WORK TASK
Extract only the first line of the listing and every line after it up to and including the one with "pinky tip: (244, 171)". Omit the pictures.

DATA TO PROCESS
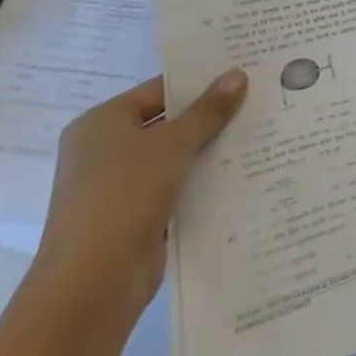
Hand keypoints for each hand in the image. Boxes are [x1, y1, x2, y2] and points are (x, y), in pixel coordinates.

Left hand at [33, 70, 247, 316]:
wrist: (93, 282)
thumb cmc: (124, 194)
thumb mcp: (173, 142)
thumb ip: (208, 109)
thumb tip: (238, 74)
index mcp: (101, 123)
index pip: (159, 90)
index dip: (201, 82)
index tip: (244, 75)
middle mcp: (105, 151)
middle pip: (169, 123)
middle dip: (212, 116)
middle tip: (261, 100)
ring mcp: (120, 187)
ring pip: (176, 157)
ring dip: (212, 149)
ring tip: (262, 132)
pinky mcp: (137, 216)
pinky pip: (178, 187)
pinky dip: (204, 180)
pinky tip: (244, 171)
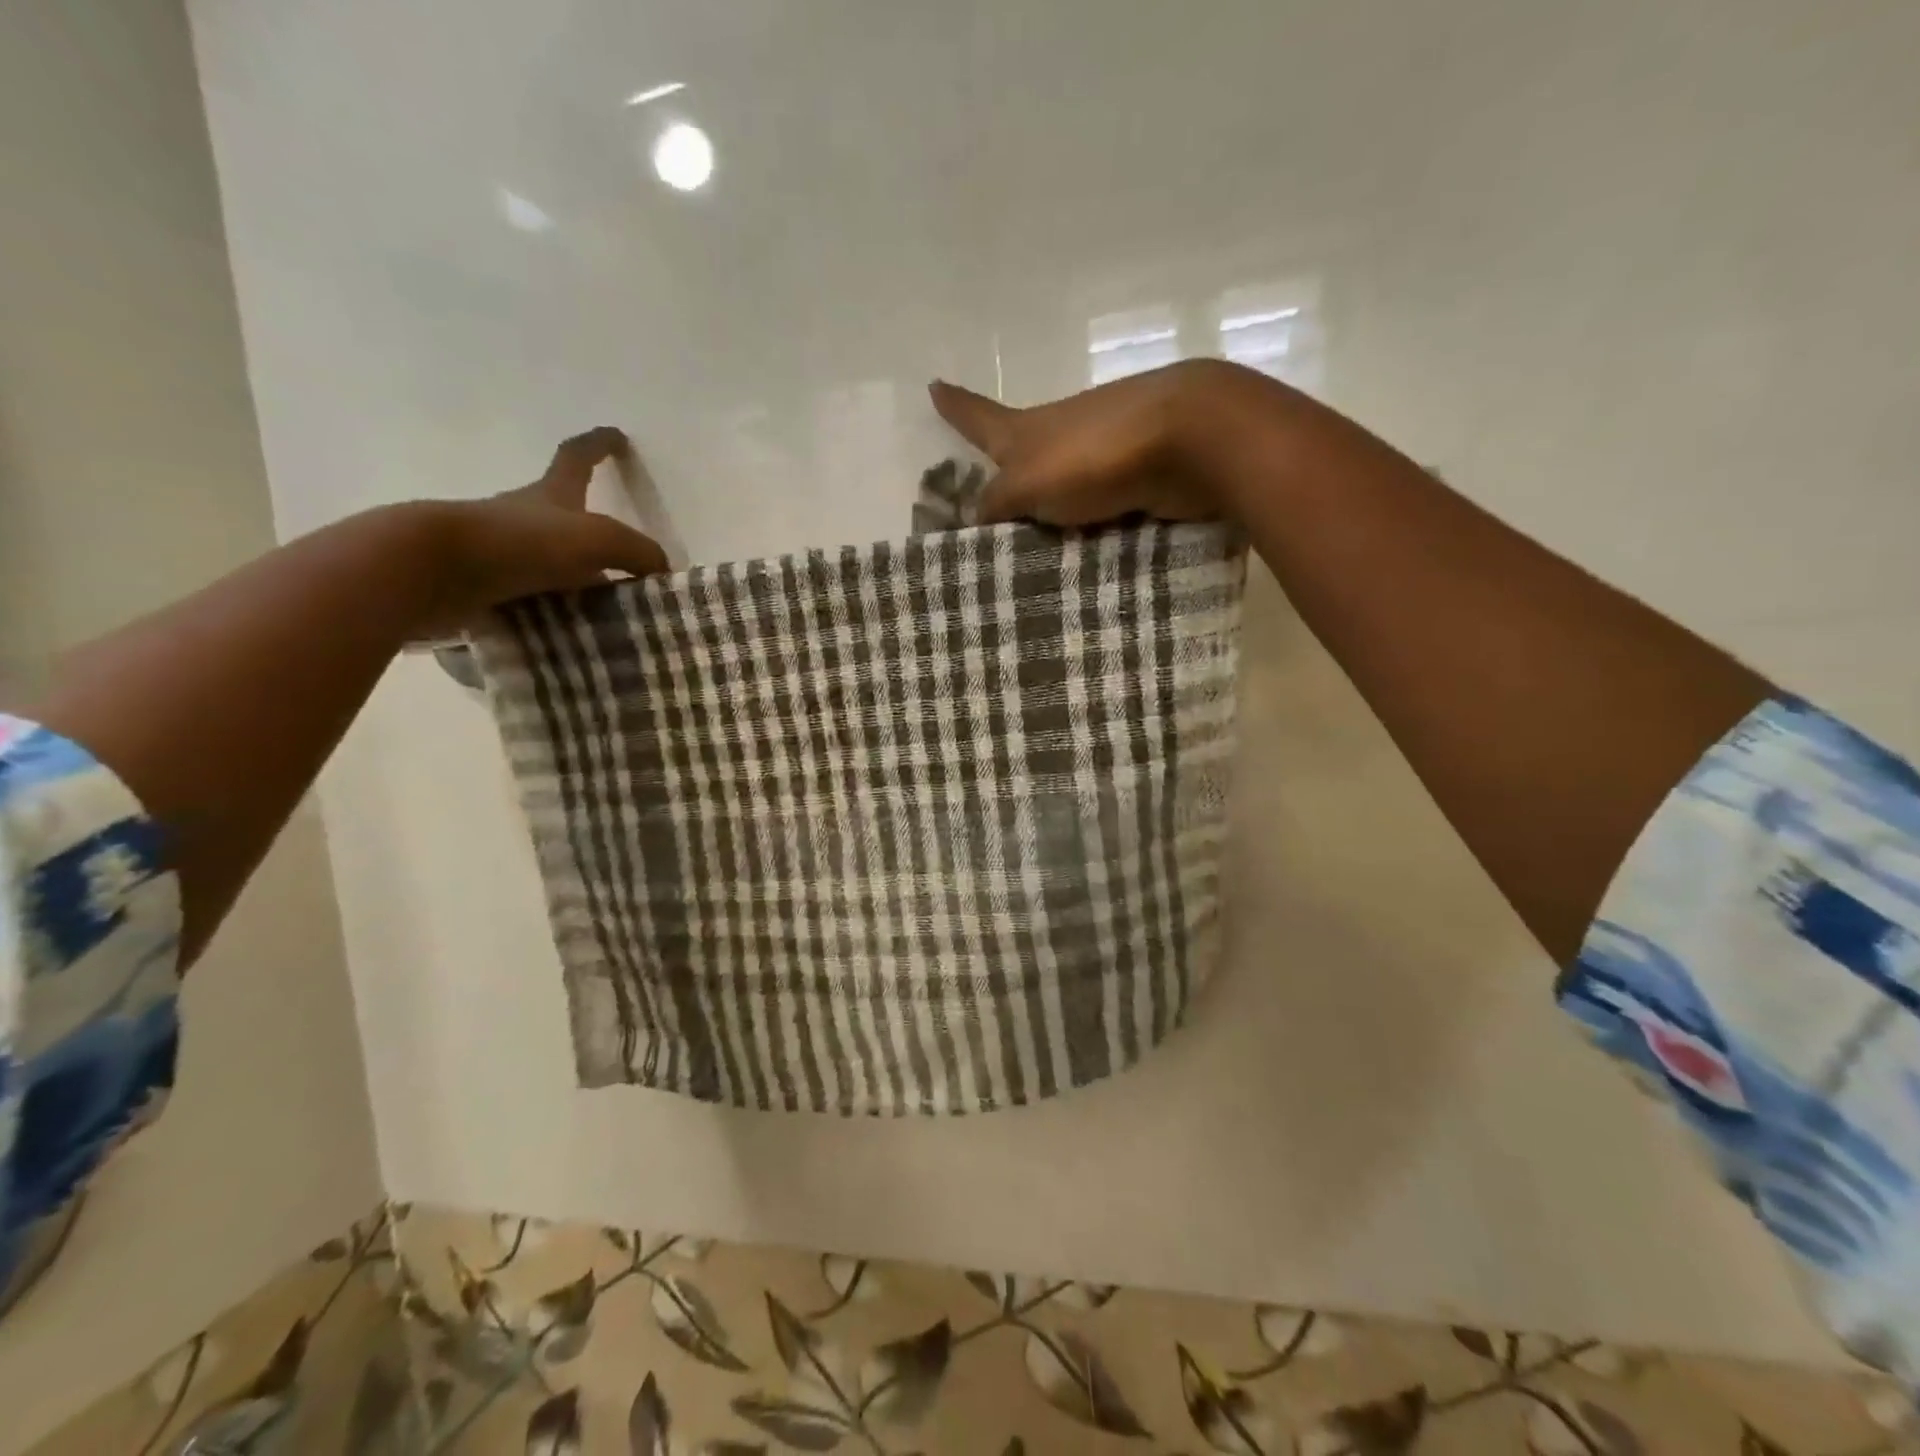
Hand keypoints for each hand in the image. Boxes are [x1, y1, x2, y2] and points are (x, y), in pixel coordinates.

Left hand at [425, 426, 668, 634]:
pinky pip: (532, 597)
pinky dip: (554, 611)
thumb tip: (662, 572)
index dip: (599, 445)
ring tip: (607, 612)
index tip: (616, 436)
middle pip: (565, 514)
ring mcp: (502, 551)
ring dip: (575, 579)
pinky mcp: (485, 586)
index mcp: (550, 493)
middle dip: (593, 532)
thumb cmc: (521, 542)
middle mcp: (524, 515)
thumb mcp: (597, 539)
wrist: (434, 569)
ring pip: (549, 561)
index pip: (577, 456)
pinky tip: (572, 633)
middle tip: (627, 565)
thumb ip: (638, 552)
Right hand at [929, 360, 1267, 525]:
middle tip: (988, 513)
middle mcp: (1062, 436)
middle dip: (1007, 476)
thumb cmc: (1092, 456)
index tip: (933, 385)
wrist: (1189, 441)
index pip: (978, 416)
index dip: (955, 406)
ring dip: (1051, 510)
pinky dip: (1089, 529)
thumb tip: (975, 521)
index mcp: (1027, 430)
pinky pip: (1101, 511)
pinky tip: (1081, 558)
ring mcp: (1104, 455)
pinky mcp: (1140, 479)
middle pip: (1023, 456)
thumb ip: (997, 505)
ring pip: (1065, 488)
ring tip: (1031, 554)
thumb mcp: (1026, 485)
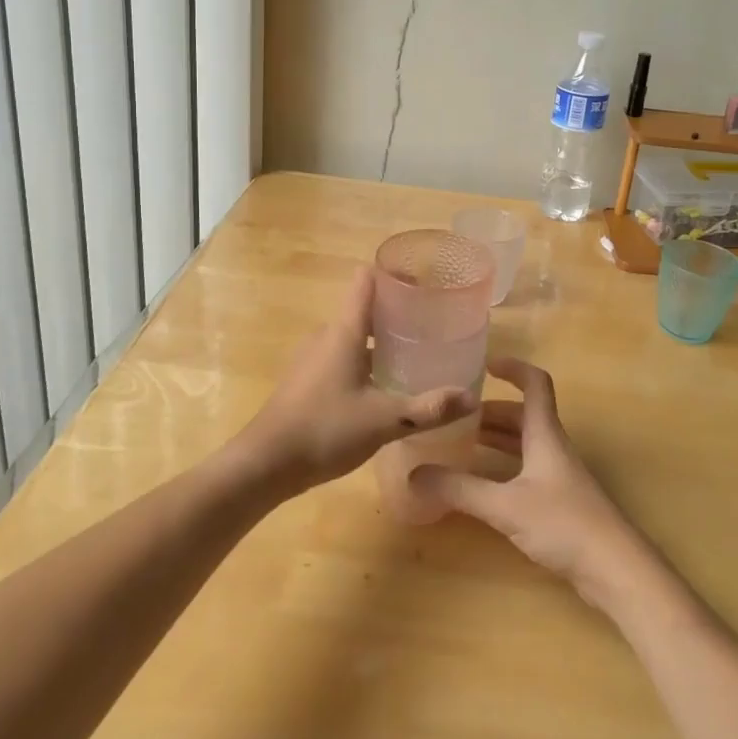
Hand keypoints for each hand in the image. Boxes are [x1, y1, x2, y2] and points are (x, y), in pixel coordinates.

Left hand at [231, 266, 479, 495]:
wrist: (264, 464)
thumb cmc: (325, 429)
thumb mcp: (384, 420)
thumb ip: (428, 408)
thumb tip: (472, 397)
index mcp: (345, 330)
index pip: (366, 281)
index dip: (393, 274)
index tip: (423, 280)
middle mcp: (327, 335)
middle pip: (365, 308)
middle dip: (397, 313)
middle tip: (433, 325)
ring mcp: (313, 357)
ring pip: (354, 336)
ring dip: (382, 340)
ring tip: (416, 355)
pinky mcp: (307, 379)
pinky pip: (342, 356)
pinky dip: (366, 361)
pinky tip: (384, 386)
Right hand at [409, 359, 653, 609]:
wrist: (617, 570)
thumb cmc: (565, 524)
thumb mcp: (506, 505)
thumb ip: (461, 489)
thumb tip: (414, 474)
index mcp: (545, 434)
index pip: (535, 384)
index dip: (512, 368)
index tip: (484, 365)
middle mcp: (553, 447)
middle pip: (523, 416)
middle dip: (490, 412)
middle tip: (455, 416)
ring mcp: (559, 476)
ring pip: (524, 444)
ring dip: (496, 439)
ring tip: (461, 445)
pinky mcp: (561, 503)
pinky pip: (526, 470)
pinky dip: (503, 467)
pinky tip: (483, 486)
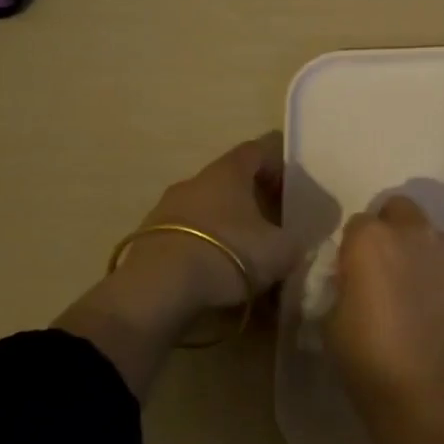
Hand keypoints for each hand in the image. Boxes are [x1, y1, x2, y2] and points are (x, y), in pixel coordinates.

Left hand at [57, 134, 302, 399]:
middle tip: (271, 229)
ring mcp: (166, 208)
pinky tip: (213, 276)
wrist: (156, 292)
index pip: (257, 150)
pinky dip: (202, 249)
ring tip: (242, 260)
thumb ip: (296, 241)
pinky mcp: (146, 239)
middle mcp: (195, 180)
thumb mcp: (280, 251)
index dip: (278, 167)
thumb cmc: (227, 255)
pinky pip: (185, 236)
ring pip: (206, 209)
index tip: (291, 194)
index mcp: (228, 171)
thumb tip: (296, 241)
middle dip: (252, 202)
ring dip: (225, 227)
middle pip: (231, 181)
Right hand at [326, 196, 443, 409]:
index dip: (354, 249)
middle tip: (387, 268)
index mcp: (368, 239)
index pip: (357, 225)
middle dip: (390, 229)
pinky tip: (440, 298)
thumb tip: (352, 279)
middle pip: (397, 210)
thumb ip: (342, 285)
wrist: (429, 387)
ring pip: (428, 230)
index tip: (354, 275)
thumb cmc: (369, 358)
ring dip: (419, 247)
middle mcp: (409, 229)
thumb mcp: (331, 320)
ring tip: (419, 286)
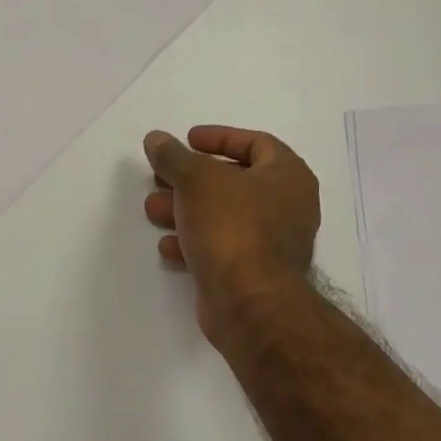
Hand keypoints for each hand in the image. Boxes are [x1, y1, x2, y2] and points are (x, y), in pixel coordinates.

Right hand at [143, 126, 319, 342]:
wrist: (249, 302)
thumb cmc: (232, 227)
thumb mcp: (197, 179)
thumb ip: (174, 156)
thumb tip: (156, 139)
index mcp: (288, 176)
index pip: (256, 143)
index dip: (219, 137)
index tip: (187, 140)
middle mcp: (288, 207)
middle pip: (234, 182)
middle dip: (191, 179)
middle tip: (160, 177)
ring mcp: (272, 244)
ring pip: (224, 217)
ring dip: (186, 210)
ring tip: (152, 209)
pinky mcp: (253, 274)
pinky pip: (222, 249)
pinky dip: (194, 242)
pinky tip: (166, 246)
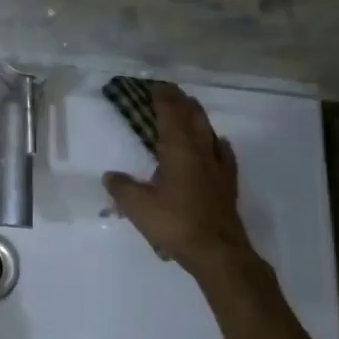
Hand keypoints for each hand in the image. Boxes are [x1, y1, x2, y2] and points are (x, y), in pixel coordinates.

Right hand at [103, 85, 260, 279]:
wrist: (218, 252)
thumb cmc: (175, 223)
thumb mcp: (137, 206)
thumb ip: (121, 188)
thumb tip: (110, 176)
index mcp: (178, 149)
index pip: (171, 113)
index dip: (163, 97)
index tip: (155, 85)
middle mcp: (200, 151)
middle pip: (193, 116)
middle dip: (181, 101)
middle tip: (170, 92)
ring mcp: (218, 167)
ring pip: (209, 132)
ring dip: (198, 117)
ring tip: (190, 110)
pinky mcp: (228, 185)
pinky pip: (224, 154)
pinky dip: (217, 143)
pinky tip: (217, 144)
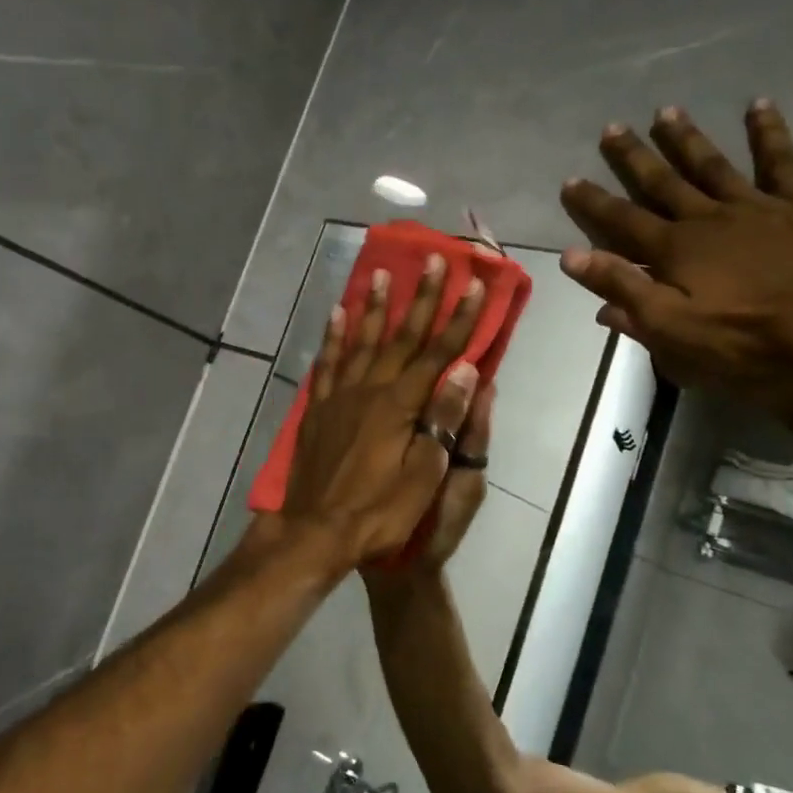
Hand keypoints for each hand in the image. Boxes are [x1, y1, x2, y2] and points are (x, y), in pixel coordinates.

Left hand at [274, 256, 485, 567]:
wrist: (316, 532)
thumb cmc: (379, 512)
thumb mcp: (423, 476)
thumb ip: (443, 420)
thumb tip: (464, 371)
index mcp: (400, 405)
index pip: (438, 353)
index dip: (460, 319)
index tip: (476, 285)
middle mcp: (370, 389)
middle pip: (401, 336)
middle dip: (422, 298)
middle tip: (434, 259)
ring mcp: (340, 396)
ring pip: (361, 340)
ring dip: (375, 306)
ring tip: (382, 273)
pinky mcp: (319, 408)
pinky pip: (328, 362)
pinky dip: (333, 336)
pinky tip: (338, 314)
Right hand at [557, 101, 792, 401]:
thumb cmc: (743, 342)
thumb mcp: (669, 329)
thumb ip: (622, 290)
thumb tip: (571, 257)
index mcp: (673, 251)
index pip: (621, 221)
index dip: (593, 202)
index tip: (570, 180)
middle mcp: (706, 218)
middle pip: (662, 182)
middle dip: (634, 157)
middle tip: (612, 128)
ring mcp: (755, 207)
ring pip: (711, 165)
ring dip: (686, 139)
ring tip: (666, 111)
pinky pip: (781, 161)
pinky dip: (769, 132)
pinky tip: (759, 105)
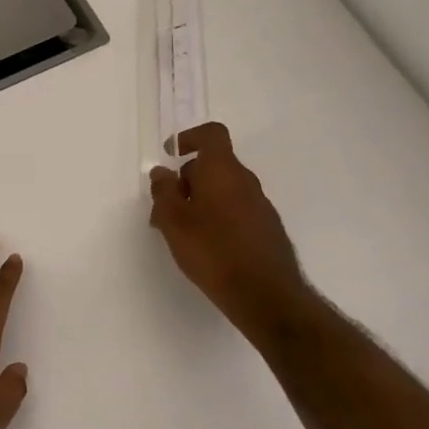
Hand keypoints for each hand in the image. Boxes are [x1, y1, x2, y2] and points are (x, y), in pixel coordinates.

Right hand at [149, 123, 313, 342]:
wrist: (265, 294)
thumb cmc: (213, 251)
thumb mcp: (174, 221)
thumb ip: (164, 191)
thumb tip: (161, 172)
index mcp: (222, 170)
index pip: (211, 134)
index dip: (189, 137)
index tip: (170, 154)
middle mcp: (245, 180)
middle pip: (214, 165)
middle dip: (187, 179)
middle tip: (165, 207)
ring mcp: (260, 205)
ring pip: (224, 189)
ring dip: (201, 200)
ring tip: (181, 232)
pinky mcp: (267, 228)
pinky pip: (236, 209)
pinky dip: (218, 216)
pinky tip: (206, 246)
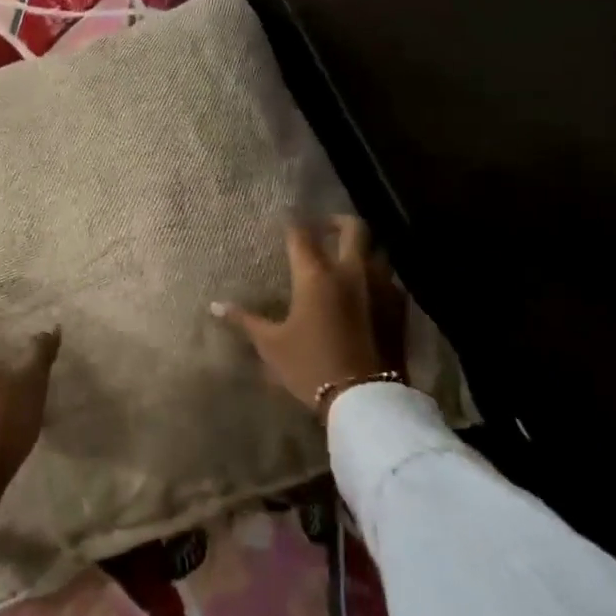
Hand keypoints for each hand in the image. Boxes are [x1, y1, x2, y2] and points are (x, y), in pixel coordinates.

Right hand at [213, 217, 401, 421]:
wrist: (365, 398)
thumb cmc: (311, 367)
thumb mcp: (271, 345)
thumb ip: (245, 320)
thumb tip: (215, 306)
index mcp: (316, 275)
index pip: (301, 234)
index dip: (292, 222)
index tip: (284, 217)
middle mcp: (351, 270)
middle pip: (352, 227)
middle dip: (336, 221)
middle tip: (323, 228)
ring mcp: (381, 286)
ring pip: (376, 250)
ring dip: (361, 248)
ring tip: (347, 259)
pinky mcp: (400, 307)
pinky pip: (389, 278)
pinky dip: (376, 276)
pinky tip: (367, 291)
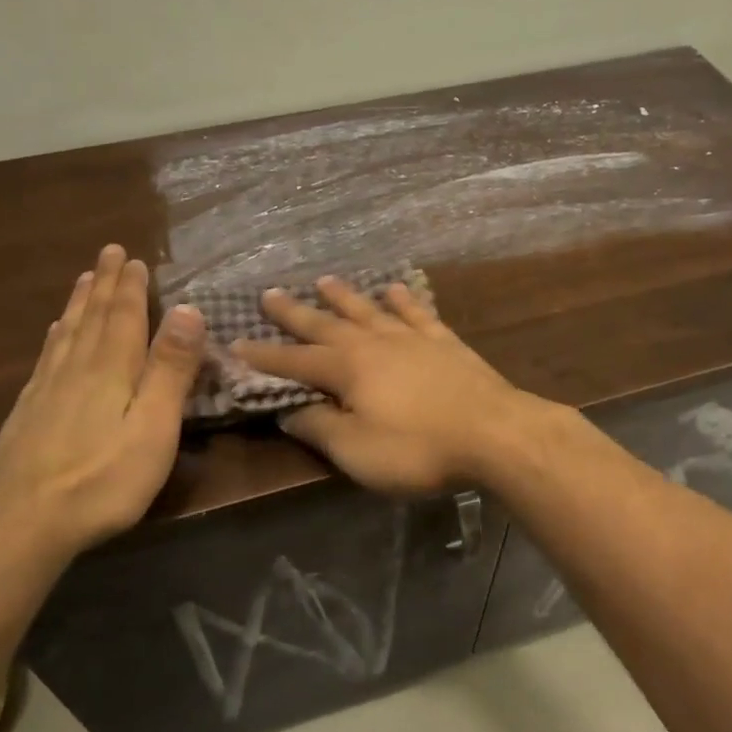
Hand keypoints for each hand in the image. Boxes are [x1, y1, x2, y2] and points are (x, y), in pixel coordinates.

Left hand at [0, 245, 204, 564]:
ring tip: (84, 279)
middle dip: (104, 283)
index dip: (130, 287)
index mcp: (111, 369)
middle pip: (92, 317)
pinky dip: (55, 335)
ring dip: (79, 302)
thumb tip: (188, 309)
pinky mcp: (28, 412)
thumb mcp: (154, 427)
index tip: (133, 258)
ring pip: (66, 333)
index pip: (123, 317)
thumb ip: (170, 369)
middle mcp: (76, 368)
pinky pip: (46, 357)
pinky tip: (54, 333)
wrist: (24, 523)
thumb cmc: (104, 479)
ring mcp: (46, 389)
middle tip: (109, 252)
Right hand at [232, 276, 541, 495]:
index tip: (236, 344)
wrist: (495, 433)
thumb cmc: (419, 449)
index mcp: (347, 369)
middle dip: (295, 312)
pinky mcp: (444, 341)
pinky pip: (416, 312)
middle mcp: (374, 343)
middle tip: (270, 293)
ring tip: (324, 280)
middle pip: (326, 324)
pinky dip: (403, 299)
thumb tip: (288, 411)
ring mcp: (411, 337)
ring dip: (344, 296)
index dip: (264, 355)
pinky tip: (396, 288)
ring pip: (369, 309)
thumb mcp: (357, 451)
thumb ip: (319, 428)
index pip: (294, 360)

TASK ANSWER
Hand keypoints for each hand in the image. Boxes are [x1, y1, x2, y2] and points are (x, y), in pixel coordinates.

Left hand at [33, 70, 247, 316]:
wrist: (93, 282)
thumb cmc: (124, 194)
thumb mcp: (173, 142)
thumb ip: (208, 109)
thumb tip: (238, 74)
index mcp: (101, 123)
index pip: (159, 90)
index dip: (201, 82)
index tip: (244, 75)
middle mcp: (105, 151)
middle pip: (169, 123)
middle dip: (212, 116)
middle tip: (261, 100)
ring mcp: (120, 187)
ring pip: (176, 157)
ring dip: (212, 149)
ring tip: (262, 132)
pinky mcp: (137, 216)
pinky pip: (178, 187)
pinky dip: (204, 180)
pinky tip: (244, 171)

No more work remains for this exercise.